Returning to the issue that prompted the provocative headline, the issue of violence. There is certainly a need for fixing. It is a need that Bible tells us goes back to Cain and Abel as described in Genesis. Dealing with the particular act of terrorism in California last week has its own challenges, but there are a number of elements that come to play as people choose to harm human life through violence. And so there are a number of areas where people can choose to help fix things. There are issues of mental health procedures, criminal justice and incarceration, the gathering of personal information, access to weapons and the fundamental moral education that seeks to affirm the dignity and sanctity of every human life as made in God’s image. There is no shorter of avenues to work to fix things, to make them better.
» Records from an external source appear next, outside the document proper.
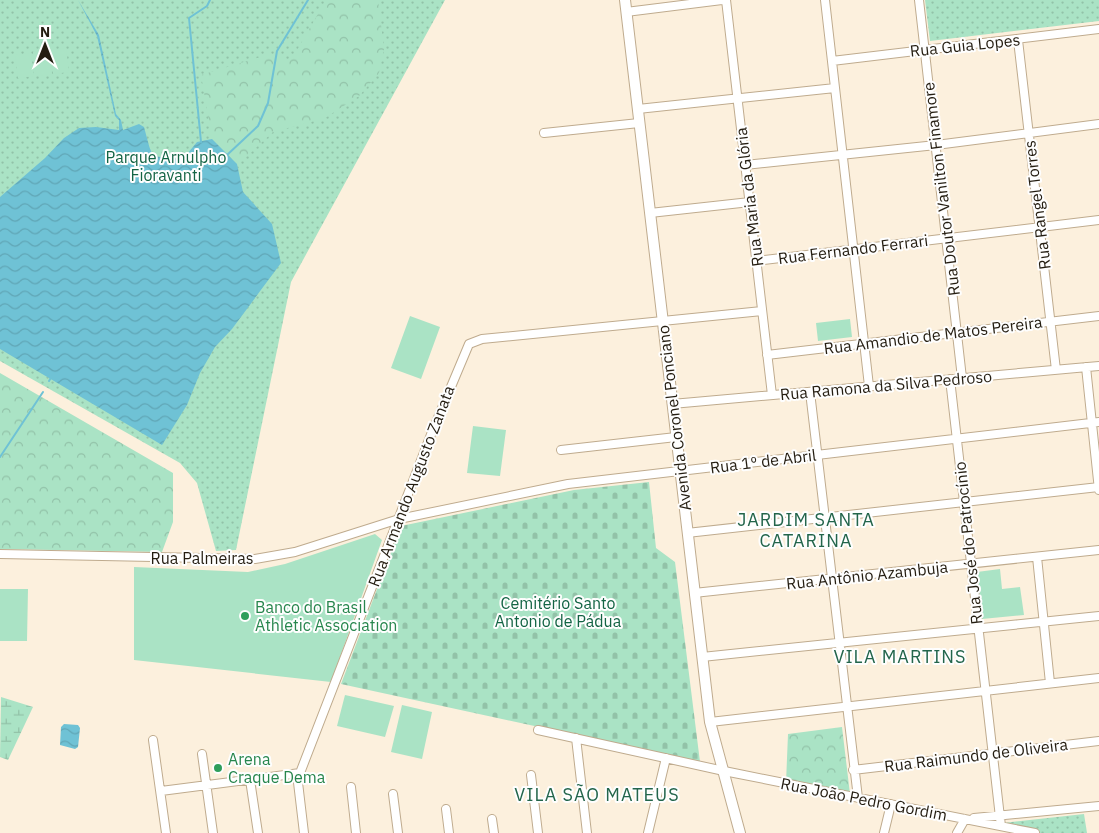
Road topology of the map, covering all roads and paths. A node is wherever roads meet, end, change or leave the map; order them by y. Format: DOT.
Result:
graph roads {
  1 [pos="625,0"];
  2 [pos="724,0"];
  3 [pos="825,0"];
  4 [pos="919,0"];
  5 [pos="626,12"];
  6 [pos="1099,29"];
  7 [pos="1018,40"];
  8 [pos="925,50"];
  9 [pos="832,61"];
  10 [pos="835,88"];
  11 [pos="738,98"];
  12 [pos="638,109"];
  13 [pos="639,123"];
  14 [pos="1099,124"];
  15 [pos="544,133"];
  16 [pos="1029,133"];
  17 [pos="936,145"];
  18 [pos="842,156"];
  19 [pos="745,165"];
  20 [pos="750,202"];
  21 [pos="650,213"];
  22 [pos="1099,220"];
  23 [pos="1040,226"];
  24 [pos="947,238"];
  25 [pos="853,249"];
  26 [pos="756,261"];
  27 [pos="762,311"];
  28 [pos="1099,316"];
  29 [pos="662,320"];
  30 [pos="1051,321"];
  31 [pos="959,333"];
  32 [pos="864,344"];
  33 [pos="767,355"];
  34 [pos="1099,366"];
  35 [pos="1086,367"];
  36 [pos="1056,370"];
  37 [pos="962,378"];
  38 [pos="950,379"];
  39 [pos="869,386"];
  40 [pos="810,392"];
  41 [pos="772,395"];
  42 [pos="672,404"];
  43 [pos="1095,422"];
  44 [pos="676,437"];
  45 [pos="957,438"];
  46 [pos="561,450"];
  47 [pos="818,455"];
  48 [pos="680,471"];
  49 [pos="1099,487"];
  50 [pos="1099,491"];
  51 [pos="964,502"];
  52 [pos="825,517"];
  53 [pos="399,519"];
  54 [pos="379,526"];
  55 [pos="687,533"];
  56 [pos="390,540"];
  57 [pos="1099,550"];
  58 [pos="0,554"];
  59 [pos="1037,557"];
  60 [pos="971,564"];
  61 [pos="832,578"];
  62 [pos="694,592"];
  63 [pos="1099,616"];
  64 [pos="1044,622"];
  65 [pos="978,629"];
  66 [pos="839,643"];
  67 [pos="702,657"];
  68 [pos="1099,678"];
  69 [pos="1050,683"];
  70 [pos="985,691"];
  71 [pos="846,707"];
  72 [pos="710,722"];
  73 [pos="538,730"];
  74 [pos="576,738"];
  75 [pos="153,740"];
  76 [pos="1099,741"];
  77 [pos="202,754"];
  78 [pos="992,754"];
  79 [pos="666,758"];
  80 [pos="854,770"];
  81 [pos="722,771"];
  82 [pos="297,774"];
  83 [pos="531,775"];
  84 [pos="250,780"];
  85 [pos="206,785"];
  86 [pos="351,787"];
  87 [pos="161,791"];
  88 [pos="393,794"];
  89 [pos="858,798"];
  90 [pos="891,804"];
  91 [pos="1099,806"];
  92 [pos="446,809"];
  93 [pos="998,817"];
  94 [pos="492,819"];
  95 [pos="965,819"];
  96 [pos="1001,826"];
  97 [pos="166,833"];
  98 [pos="213,833"];
  99 [pos="258,833"];
  100 [pos="304,833"];
  101 [pos="356,833"];
  102 [pos="398,833"];
  103 [pos="449,833"];
  104 [pos="494,833"];
  105 [pos="538,833"];
  106 [pos="587,833"];
  107 [pos="648,833"];
  108 [pos="740,833"];
  109 [pos="884,833"];
  110 [pos="957,833"];
  111 [pos="1035,833"];
  1 -- 5 [label="main road, Avenida Coronel Ponciano"];
  2 -- 5 [label="street"];
  2 -- 11 [label="street, Rua Maria da Glória"];
  3 -- 9 [label="street"];
  4 -- 8 [label="street, Rua Doutor Vanilton Finamore"];
  5 -- 12 [label="main road, Avenida Coronel Ponciano"];
  6 -- 7 [label="street, Rua Guia Lopes"];
  7 -- 8 [label="street, Rua Guia Lopes"];
  7 -- 16 [label="street, Rua Rangel Torres"];
  8 -- 9 [label="street, Rua Guia Lopes"];
  8 -- 17 [label="street, Rua Doutor Vanilton Finamore"];
  9 -- 10 [label="street"];
  10 -- 11 [label="street"];
  10 -- 18 [label="street"];
  11 -- 12 [label="street"];
  11 -- 19 [label="street, Rua Maria da Glória"];
  12 -- 13 [label="main road, Avenida Coronel Ponciano"];
  13 -- 15 [label="street"];
  13 -- 21 [label="main road, Avenida Coronel Ponciano"];
  14 -- 16 [label="street"];
  16 -- 17 [label="street"];
  16 -- 23 [label="street, Rua Rangel Torres"];
  17 -- 18 [label="street"];
  17 -- 24 [label="street, Rua Doutor Vanilton Finamore"];
  18 -- 19 [label="street"];
  18 -- 25 [label="street"];
  19 -- 20 [label="street, Rua Maria da Glória"];
  20 -- 21 [label="street"];
  20 -- 26 [label="street, Rua Maria da Glória"];
  21 -- 29 [label="main road, Avenida Coronel Ponciano"];
  22 -- 23 [label="street, Rua Fernando Ferrari"];
  23 -- 24 [label="street, Rua Fernando Ferrari"];
  23 -- 30 [label="street, Rua Rangel Torres"];
  24 -- 25 [label="street, Rua Fernando Ferrari"];
  24 -- 31 [label="street, Rua Doutor Vanilton Finamore"];
  25 -- 26 [label="street, Rua Fernando Ferrari"];
  25 -- 32 [label="street"];
  26 -- 27 [label="street, Rua Maria da Glória"];
  27 -- 29 [label="street, Rua Armando Augusto Zanata"];
  27 -- 33 [label="street, Rua Maria da Glória"];
  28 -- 30 [label="street, Rua Amandio de Matos Pereira"];
  29 -- 42 [label="main road, Avenida Coronel Ponciano"];
  29 -- 53 [label="street, Rua Armando Augusto Zanata"];
  30 -- 31 [label="street, Rua Amandio de Matos Pereira"];
  30 -- 36 [label="street, Rua Rangel Torres"];
  31 -- 32 [label="street, Rua Amandio de Matos Pereira"];
  31 -- 37 [label="street, Rua Doutor Vanilton Finamore"];
  32 -- 33 [label="street, Rua Amandio de Matos Pereira"];
  32 -- 39 [label="street"];
  33 -- 41 [label="street, Rua Maria da Glória"];
  34 -- 35 [label="street, Rua Ramona da Silva Pedroso"];
  35 -- 36 [label="street, Rua Ramona da Silva Pedroso"];
  35 -- 43 [label="street"];
  36 -- 37 [label="street, Rua Ramona da Silva Pedroso"];
  37 -- 38 [label="street, Rua Ramona da Silva Pedroso"];
  38 -- 39 [label="street, Rua Ramona da Silva Pedroso"];
  38 -- 45 [label="street, Rua José do Patrocínio"];
  39 -- 40 [label="street, Rua Ramona da Silva Pedroso"];
  40 -- 41 [label="street, Rua Ramona da Silva Pedroso"];
  40 -- 47 [label="street"];
  41 -- 42 [label="street, Rua Ramona da Silva Pedroso"];
  42 -- 44 [label="main road, Avenida Coronel Ponciano"];
  43 -- 45 [label="street, Rua 1º de Abril"];
  43 -- 49 [label="street"];
  44 -- 46 [label="street"];
  44 -- 48 [label="main road, Avenida Coronel Ponciano"];
  45 -- 47 [label="street, Rua 1º de Abril"];
  45 -- 51 [label="street, Rua José do Patrocínio"];
  47 -- 48 [label="street, Rua 1º de Abril"];
  47 -- 52 [label="street"];
  48 -- 53 [label="street, Rua 1º de Abril"];
  48 -- 55 [label="main road, Avenida Coronel Ponciano"];
  49 -- 50 [label="street"];
  49 -- 51 [label="street"];
  51 -- 52 [label="street"];
  51 -- 60 [label="street, Rua José do Patrocínio"];
  52 -- 55 [label="street"];
  52 -- 61 [label="street"];
  53 -- 54 [label="street, Rua Palmeiras"];
  53 -- 56 [label="street, Rua Armando Augusto Zanata"];
  54 -- 56 [label="street"];
  54 -- 58 [label="street, Rua Palmeiras"];
  55 -- 62 [label="main road, Avenida Coronel Ponciano"];
  56 -- 82 [label="street, Rua Armando Augusto Zanata"];
  57 -- 59 [label="street, Rua Antônio Azambuja"];
  59 -- 60 [label="street, Rua Antônio Azambuja"];
  59 -- 64 [label="street"];
  60 -- 61 [label="street, Rua Antônio Azambuja"];
  60 -- 65 [label="street, Rua José do Patrocínio"];
  61 -- 62 [label="street, Rua Antônio Azambuja"];
  61 -- 66 [label="street"];
  62 -- 67 [label="main road, Avenida Coronel Ponciano"];
  63 -- 64 [label="street"];
  64 -- 65 [label="street"];
  64 -- 69 [label="street"];
  65 -- 66 [label="street"];
  65 -- 70 [label="street, Rua José do Patrocínio"];
  66 -- 67 [label="street"];
  66 -- 71 [label="street"];
  67 -- 72 [label="main road, Avenida Coronel Ponciano"];
  68 -- 69 [label="street"];
  69 -- 70 [label="street"];
  70 -- 71 [label="street"];
  70 -- 78 [label="street, Rua José do Patrocínio"];
  71 -- 72 [label="street"];
  71 -- 80 [label="street"];
  72 -- 81 [label="main road, Avenida Coronel Ponciano"];
  73 -- 74 [label="street, Rua João Pedro Gordim"];
  74 -- 79 [label="street, Rua João Pedro Gordim"];
  74 -- 106 [label="street"];
  75 -- 87 [label="street"];
  76 -- 78 [label="street, Rua Raimundo de Oliveira"];
  77 -- 85 [label="street"];
  78 -- 80 [label="street, Rua Raimundo de Oliveira"];
  78 -- 93 [label="street, Rua José do Patrocínio"];
  79 -- 81 [label="street, Rua João Pedro Gordim"];
  79 -- 107 [label="street"];
  80 -- 89 [label="street"];
  81 -- 89 [label="street, Rua João Pedro Gordim"];
  81 -- 108 [label="main road, Avenida Coronel Ponciano"];
  82 -- 84 [label="street"];
  82 -- 100 [label="street"];
  83 -- 105 [label="street"];
  84 -- 85 [label="street"];
  84 -- 99 [label="street"];
  85 -- 87 [label="street"];
  85 -- 98 [label="street"];
  86 -- 101 [label="street"];
  87 -- 97 [label="street"];
  88 -- 102 [label="street"];
  89 -- 90 [label="street, Rua João Pedro Gordim"];
  90 -- 95 [label="street, Rua João Pedro Gordim"];
  90 -- 109 [label="street"];
  91 -- 93 [label="street"];
  92 -- 103 [label="street"];
  93 -- 95 [label="street"];
  93 -- 96 [label="street, Rua José do Patrocínio"];
  94 -- 104 [label="street"];
  95 -- 96 [label="street, Rua João Pedro Gordim"];
  95 -- 110 [label="street"];
  96 -- 111 [label="street, Rua João Pedro Gordim"];
}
Many efforts involve activity within the civic and political arena. And in these various areas there is disagreement about what to do or not do. So fixing will involve honest, patient and respectful communication. There will be need for sacrifice and compromise. One rarely gets exactly what they want all the time exactly in the way they want it. In the political arena compromise takes humility and courage. And in these God can be a great help.
Indeed it may seem overwhelming. It is like this old house that I am gradually fixing to prepare for my eventual retirement. The family built it in segments over 40 years. Sometimes when I am in my chapel, looking around, I am distracted as I begin to think about jobs and strategies. Is that a distraction or is God working with me on the fix? I often have to revise my plans as one thing or another doesn’t work so well. If I sat down and calculated all the things I need to do to fix the house, there may not be time to get it done. But I have to keep doing something. And each little fix bears its own particular fruit.
In every seemingly impossible task, we have to do something. And we are wise to invite God along to give us wisdom and courage.